WHAT IS BEING ASKED →
Search the data for the word "canvas" and copy every line that contains it.

Stored data entries
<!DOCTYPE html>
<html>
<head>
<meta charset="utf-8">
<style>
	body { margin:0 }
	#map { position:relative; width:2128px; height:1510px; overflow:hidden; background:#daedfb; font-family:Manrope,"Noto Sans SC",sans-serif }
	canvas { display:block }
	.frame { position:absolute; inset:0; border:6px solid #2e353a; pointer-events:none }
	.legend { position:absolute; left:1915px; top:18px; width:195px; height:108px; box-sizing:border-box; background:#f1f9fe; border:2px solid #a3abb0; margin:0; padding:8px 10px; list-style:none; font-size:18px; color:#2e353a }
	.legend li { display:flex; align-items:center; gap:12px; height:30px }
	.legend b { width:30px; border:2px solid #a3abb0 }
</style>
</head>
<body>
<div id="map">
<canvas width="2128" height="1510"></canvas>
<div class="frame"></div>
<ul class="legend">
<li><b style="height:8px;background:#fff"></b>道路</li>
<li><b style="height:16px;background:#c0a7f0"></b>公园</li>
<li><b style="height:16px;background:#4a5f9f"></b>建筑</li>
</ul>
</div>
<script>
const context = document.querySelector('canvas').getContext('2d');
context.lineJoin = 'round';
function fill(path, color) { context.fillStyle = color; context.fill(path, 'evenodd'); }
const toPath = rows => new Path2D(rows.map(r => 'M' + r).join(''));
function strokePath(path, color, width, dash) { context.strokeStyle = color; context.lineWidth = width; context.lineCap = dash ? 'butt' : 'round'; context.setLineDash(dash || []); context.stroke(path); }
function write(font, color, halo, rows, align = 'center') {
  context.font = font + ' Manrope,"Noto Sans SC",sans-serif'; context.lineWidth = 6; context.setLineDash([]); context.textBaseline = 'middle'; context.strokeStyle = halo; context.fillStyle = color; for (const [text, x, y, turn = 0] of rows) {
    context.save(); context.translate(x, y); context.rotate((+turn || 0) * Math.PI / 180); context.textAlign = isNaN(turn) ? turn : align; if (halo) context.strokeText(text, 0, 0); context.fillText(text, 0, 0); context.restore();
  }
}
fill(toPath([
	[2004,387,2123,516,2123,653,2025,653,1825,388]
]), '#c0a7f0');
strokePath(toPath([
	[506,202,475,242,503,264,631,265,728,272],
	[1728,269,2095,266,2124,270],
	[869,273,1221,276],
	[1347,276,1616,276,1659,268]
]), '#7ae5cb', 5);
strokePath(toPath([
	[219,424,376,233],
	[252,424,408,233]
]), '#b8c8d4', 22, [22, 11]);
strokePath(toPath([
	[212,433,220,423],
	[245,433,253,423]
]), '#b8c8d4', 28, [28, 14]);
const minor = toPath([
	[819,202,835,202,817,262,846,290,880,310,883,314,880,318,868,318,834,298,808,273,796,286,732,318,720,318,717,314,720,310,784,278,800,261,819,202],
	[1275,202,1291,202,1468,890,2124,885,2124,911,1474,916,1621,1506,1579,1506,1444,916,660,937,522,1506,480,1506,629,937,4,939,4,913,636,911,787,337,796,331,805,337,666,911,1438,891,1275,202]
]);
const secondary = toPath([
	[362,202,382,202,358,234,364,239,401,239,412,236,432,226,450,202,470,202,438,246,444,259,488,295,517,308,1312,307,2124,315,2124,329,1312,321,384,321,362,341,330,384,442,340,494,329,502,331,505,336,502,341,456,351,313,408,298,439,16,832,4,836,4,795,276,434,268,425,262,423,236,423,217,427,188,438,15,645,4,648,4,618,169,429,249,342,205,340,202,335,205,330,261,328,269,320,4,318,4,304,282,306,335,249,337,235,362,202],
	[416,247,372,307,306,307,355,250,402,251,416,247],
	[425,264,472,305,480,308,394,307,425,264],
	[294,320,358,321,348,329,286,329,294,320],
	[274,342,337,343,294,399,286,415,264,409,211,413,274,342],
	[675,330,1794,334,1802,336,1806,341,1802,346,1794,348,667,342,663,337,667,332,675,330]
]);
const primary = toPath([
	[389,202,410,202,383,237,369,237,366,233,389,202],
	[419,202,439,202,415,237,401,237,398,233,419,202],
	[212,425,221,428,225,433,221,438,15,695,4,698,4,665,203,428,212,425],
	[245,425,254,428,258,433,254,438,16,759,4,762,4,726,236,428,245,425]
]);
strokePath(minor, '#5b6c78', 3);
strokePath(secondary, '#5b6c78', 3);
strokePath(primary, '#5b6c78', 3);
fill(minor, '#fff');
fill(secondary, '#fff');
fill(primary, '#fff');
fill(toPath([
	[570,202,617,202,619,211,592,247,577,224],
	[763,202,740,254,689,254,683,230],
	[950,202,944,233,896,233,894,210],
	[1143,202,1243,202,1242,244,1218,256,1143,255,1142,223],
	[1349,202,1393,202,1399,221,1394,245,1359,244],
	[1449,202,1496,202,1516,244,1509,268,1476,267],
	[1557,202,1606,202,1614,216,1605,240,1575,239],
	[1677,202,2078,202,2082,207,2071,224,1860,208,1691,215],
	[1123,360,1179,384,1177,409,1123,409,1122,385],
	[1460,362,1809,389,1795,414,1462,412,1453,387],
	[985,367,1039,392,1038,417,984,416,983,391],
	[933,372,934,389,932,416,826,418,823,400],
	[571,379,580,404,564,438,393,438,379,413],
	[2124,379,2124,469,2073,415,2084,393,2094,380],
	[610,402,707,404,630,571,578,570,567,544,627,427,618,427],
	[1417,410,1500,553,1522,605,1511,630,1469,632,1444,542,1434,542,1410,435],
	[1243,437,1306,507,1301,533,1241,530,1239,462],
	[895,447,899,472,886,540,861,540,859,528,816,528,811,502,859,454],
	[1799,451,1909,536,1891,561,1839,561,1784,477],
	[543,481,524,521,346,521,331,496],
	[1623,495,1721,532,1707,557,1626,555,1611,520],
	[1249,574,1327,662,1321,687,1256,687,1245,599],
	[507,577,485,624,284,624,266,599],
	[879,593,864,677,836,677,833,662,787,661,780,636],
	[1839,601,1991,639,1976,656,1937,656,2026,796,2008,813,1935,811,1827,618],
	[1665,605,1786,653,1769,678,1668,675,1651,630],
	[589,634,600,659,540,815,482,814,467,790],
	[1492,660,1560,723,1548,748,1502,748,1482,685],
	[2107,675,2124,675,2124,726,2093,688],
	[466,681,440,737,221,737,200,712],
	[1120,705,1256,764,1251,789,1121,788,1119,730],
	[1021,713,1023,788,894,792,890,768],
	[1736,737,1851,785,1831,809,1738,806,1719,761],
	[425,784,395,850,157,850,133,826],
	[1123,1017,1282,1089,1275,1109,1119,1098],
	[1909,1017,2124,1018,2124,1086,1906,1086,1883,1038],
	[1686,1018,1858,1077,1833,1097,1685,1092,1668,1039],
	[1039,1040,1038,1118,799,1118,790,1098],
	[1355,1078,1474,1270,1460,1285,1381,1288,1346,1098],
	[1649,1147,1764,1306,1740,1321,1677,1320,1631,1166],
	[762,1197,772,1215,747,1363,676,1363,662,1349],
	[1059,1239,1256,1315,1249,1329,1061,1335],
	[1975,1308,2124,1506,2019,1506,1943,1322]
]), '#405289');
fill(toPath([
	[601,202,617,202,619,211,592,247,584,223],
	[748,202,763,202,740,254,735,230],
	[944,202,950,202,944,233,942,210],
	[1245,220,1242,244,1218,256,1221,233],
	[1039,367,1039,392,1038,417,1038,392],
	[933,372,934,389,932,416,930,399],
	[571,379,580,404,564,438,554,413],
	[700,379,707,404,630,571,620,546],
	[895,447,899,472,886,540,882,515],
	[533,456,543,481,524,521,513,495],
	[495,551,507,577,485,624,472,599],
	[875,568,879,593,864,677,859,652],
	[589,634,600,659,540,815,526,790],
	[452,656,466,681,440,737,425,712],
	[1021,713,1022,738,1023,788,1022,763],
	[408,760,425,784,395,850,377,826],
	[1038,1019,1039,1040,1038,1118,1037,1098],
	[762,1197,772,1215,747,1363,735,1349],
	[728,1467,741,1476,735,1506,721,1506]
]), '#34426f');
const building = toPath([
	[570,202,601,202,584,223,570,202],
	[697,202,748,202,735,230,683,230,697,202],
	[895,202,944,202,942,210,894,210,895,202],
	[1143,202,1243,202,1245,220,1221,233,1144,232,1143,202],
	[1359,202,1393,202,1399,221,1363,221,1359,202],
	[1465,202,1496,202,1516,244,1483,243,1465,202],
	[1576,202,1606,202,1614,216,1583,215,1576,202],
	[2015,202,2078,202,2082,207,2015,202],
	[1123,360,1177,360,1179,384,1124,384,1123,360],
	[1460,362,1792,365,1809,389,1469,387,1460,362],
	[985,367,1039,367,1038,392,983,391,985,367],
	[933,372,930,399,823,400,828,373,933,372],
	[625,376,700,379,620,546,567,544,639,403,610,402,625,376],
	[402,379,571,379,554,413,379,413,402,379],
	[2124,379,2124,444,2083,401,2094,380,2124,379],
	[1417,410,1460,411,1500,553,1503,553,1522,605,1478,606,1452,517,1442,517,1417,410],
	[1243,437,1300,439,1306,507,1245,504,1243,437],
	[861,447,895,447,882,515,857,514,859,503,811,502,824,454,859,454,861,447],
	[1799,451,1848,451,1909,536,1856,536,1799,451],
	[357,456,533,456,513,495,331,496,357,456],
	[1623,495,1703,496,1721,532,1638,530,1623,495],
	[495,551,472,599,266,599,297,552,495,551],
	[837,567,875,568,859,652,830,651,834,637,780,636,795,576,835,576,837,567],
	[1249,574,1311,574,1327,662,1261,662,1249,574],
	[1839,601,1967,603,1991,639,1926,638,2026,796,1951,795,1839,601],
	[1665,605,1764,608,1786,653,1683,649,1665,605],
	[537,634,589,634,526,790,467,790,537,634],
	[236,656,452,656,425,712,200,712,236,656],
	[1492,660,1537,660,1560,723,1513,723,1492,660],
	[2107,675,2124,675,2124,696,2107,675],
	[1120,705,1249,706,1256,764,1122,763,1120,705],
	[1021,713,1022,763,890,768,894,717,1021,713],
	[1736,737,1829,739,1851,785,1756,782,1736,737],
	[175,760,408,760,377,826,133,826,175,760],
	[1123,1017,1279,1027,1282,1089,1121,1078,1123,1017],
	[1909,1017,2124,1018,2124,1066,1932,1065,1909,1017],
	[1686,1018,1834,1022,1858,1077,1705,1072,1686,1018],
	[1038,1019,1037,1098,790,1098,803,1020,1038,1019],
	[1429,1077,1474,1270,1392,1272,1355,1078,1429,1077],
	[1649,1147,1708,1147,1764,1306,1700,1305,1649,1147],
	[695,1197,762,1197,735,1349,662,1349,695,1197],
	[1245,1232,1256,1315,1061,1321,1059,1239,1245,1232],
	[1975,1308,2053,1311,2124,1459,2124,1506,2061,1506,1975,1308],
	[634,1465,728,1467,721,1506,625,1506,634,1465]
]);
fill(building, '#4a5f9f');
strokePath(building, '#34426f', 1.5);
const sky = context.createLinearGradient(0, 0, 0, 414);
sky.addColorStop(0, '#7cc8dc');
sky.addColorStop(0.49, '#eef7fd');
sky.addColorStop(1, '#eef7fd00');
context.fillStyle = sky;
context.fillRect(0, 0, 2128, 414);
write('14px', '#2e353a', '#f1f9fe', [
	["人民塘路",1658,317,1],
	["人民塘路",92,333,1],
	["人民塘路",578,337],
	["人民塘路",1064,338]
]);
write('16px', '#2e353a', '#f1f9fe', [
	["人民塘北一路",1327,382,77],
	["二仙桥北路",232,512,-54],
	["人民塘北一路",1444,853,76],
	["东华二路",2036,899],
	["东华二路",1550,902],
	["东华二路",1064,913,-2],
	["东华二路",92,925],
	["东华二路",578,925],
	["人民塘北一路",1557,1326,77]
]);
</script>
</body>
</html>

RESULT OF THE TASK →
	canvas { display:block }
<canvas width="2128" height="1510"></canvas>
const context = document.querySelector('canvas').getContext('2d');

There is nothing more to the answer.